The long-term deal came with very few public details. And CSB has come under fire in recent weeks, with the Canadian men’s team taking square aim in an open letter Friday.

“Canada Soccer’s principal revenue streams have been in large part diverted to Canadian Soccer Business to the benefit of the owners of for-profit minor league professional soccer teams,” it said in reference to the Canadian Premier League, which is now entering its fifth season.

“How Canada Soccer is allocating or using funds is unclear and cloaked in secrecy,” the men added.

The CBS issued a rare public statement Monday evening, presenting its case. It said its investors – the owners of the eight CPL teams – have invested close to $100-million “in the development of the game.”

“No investor in CSB has ever taken a distribution,” it added.

And it said it has offered “several times over the past year, and as recently as last month,” to provide “incremental” resources to Canada Soccer.
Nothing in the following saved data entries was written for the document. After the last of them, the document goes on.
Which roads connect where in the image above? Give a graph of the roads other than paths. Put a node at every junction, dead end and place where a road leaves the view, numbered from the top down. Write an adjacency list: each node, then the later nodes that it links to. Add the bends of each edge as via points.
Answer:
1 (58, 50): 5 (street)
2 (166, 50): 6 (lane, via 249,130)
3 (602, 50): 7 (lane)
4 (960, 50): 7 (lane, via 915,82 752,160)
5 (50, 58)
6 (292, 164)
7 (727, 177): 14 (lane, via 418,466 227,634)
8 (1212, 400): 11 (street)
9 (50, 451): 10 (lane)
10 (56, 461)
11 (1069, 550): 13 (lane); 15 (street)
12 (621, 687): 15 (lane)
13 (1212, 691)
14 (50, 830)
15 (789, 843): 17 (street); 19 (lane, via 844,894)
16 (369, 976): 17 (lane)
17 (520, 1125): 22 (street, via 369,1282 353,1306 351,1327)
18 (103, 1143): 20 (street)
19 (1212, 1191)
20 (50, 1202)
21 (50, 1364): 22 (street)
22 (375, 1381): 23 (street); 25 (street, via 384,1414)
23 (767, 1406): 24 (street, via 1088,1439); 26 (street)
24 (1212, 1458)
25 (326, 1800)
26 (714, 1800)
“We want to solve problems,” Noonan told The Canadian Press on Tuesday. “We want to be an ally for the success of our national teams. When our national teams do well, it’s good for business. And when our national teams are unhappy and are expressing that we need more training resources, we want to help solve that problem.”

The offer included “encouraging Canada Soccer” to hold a sendoff series for the women’s team on home soil ahead of this summer’s World Cup in Australia and New Zealand, and helping develop revenue sources to provide additional training resources.
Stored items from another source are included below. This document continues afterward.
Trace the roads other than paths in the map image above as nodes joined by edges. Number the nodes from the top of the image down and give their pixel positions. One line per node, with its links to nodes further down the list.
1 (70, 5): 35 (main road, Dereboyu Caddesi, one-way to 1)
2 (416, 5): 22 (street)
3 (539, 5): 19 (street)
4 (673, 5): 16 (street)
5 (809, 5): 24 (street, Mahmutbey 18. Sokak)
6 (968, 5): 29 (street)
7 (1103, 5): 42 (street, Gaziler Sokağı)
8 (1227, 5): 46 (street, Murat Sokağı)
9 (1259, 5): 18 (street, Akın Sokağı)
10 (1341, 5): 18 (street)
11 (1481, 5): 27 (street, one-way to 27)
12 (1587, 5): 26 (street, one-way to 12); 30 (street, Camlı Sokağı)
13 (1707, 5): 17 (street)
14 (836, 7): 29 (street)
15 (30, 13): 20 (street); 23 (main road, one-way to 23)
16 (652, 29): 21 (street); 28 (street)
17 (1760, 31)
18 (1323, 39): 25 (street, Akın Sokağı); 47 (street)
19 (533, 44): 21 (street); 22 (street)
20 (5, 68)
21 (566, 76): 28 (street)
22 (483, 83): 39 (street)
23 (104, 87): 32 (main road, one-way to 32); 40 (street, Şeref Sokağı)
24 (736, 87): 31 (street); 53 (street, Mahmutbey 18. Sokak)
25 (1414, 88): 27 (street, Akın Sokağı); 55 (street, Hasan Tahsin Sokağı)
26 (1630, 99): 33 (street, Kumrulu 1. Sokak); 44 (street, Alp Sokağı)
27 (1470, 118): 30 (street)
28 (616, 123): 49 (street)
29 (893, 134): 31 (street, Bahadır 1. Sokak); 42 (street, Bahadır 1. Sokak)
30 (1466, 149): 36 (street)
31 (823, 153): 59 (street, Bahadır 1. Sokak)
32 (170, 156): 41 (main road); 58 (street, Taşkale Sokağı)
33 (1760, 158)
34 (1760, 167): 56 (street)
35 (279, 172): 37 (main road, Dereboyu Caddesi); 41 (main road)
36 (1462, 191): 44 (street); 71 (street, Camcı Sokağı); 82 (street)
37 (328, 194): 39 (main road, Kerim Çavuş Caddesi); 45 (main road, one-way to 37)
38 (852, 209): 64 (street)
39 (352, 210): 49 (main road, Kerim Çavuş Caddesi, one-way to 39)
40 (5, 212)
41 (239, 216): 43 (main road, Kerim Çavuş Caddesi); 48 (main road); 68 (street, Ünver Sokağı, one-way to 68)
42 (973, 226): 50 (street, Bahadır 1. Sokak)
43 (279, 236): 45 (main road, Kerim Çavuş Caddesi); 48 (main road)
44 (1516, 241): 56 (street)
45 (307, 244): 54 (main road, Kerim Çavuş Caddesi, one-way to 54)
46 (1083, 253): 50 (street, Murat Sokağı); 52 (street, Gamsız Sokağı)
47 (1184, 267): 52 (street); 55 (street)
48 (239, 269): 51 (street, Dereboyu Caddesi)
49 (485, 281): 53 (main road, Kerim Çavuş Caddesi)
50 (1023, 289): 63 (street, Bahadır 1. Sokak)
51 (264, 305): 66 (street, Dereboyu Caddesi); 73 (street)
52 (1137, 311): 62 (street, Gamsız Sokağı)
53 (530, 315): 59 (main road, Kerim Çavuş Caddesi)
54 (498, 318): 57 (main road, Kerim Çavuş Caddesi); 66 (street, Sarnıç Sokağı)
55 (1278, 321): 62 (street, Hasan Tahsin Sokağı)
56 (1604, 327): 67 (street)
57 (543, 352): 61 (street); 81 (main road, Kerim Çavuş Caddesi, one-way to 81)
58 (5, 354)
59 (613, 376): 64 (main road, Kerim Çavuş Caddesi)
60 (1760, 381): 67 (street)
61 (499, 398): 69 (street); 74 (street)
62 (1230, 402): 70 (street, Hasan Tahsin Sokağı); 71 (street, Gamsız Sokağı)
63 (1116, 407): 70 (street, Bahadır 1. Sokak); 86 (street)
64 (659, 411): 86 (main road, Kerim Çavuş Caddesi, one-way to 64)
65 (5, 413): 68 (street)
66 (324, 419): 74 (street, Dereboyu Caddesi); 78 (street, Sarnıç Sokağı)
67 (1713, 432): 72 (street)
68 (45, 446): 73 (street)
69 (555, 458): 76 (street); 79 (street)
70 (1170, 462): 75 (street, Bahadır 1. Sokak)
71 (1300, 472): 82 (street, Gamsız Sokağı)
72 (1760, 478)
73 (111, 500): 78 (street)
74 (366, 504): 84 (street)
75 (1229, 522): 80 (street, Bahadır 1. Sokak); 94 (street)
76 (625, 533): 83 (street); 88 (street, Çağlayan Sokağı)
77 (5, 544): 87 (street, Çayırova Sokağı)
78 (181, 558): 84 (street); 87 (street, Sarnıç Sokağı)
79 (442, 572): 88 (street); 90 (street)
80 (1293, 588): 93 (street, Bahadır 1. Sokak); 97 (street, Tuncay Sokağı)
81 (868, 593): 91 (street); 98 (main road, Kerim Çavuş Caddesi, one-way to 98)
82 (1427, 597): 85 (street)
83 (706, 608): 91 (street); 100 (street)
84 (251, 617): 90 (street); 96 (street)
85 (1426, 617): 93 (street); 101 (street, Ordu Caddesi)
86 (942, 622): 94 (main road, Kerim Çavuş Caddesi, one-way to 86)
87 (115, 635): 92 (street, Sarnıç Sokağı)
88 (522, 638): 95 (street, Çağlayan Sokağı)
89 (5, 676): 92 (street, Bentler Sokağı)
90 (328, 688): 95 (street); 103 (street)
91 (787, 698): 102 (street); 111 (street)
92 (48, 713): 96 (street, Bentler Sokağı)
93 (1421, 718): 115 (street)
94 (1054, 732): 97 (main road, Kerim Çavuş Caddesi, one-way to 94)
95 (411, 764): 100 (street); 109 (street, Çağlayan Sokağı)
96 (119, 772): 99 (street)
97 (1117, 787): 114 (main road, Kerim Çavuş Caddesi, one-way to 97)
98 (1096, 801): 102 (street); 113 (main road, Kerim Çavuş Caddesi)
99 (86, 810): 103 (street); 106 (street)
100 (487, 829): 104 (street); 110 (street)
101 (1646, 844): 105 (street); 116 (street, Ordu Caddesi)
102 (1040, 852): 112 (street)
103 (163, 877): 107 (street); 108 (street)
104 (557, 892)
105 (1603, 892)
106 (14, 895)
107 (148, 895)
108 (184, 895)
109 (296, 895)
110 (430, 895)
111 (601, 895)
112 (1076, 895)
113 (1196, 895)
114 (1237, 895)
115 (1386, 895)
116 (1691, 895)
“We’ve gone to Canada Soccer and said ‘Help us understand the problems,”’ said Noonan, adding such discussions were continuing Tuesday.

The help could range from new money to offering a CPL stadium rent-free to host a game.
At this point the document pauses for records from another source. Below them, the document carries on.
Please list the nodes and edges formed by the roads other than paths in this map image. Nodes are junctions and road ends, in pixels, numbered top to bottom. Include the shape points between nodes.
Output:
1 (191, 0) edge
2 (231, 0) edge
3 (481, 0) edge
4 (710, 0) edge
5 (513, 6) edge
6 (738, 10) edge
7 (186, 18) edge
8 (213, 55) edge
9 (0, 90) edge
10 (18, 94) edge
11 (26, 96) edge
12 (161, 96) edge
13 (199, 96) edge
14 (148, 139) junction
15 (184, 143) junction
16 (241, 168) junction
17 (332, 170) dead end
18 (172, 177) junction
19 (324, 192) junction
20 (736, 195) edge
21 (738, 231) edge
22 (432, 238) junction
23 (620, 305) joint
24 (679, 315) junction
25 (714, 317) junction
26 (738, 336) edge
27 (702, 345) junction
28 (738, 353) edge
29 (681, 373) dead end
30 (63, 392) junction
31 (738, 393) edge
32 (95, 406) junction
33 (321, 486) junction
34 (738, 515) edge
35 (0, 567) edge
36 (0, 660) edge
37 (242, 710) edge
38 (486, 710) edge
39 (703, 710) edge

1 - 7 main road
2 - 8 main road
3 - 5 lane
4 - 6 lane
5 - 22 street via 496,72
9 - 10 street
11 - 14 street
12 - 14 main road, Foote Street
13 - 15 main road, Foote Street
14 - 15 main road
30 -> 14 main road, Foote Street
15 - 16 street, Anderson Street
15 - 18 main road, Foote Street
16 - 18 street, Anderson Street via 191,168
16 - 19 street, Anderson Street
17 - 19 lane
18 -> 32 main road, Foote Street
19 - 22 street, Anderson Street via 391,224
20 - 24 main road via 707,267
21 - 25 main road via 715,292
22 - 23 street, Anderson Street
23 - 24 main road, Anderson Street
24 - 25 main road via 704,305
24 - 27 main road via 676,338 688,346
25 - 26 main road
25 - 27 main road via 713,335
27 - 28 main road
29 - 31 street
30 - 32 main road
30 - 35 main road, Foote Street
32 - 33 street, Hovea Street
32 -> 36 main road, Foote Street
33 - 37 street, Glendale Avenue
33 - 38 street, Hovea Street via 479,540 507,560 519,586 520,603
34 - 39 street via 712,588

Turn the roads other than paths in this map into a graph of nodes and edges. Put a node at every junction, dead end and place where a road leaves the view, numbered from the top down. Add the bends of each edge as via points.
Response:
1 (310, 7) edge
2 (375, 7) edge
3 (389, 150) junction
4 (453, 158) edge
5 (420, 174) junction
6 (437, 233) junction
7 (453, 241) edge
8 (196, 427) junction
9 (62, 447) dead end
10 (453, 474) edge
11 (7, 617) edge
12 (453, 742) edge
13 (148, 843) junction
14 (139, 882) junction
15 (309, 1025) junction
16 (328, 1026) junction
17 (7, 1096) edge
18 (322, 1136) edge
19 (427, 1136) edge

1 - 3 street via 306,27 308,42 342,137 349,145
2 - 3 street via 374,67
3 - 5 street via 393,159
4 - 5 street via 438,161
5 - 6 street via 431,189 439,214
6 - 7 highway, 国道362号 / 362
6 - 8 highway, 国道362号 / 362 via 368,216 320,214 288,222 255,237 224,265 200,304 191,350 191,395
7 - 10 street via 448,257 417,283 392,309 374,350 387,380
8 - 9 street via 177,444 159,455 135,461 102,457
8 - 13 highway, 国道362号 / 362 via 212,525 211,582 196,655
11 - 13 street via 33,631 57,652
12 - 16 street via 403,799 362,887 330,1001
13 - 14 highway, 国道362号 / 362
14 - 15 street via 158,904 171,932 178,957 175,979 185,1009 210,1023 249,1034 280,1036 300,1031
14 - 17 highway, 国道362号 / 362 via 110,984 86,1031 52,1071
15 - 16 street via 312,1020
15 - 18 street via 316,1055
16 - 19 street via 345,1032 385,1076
“That would be incremental money beyond the guarantee,” said Noonan. “And we have no contractual obligation to increase our guarantee. We’ve proactively said ‘What can we do here?”’ The CSB was announced in March 2018 as “a new sports enterprise representing commercial assets and inventory for marquee soccer properties in Canada.”

It represents corporate partnerships and broadcast rights for the women’s and men’s national team programs, all commercial assets of the CPL, the Canadian Championship and Canadian soccer grassroots programs.

The “representation agreement” with Canada Soccer was for a 10-year term. Noonan says it could last a further five years via a possible extension.

Canada Soccer, which does not hold an ownership stake in CSB, is reportedly receiving $3-million to $4-million a year currently under the deal as “the beneficiary of a rights fee guarantee.”

Noonan did not detail the financial arrangements, but said the annual guarantee is “three times what Canada Soccer was making commercially back in 2018 when nobody was willing to take a risk.”

He said CSB also reduced more than $1-million in “direct bottom-line television production expense in addition to the guarantee.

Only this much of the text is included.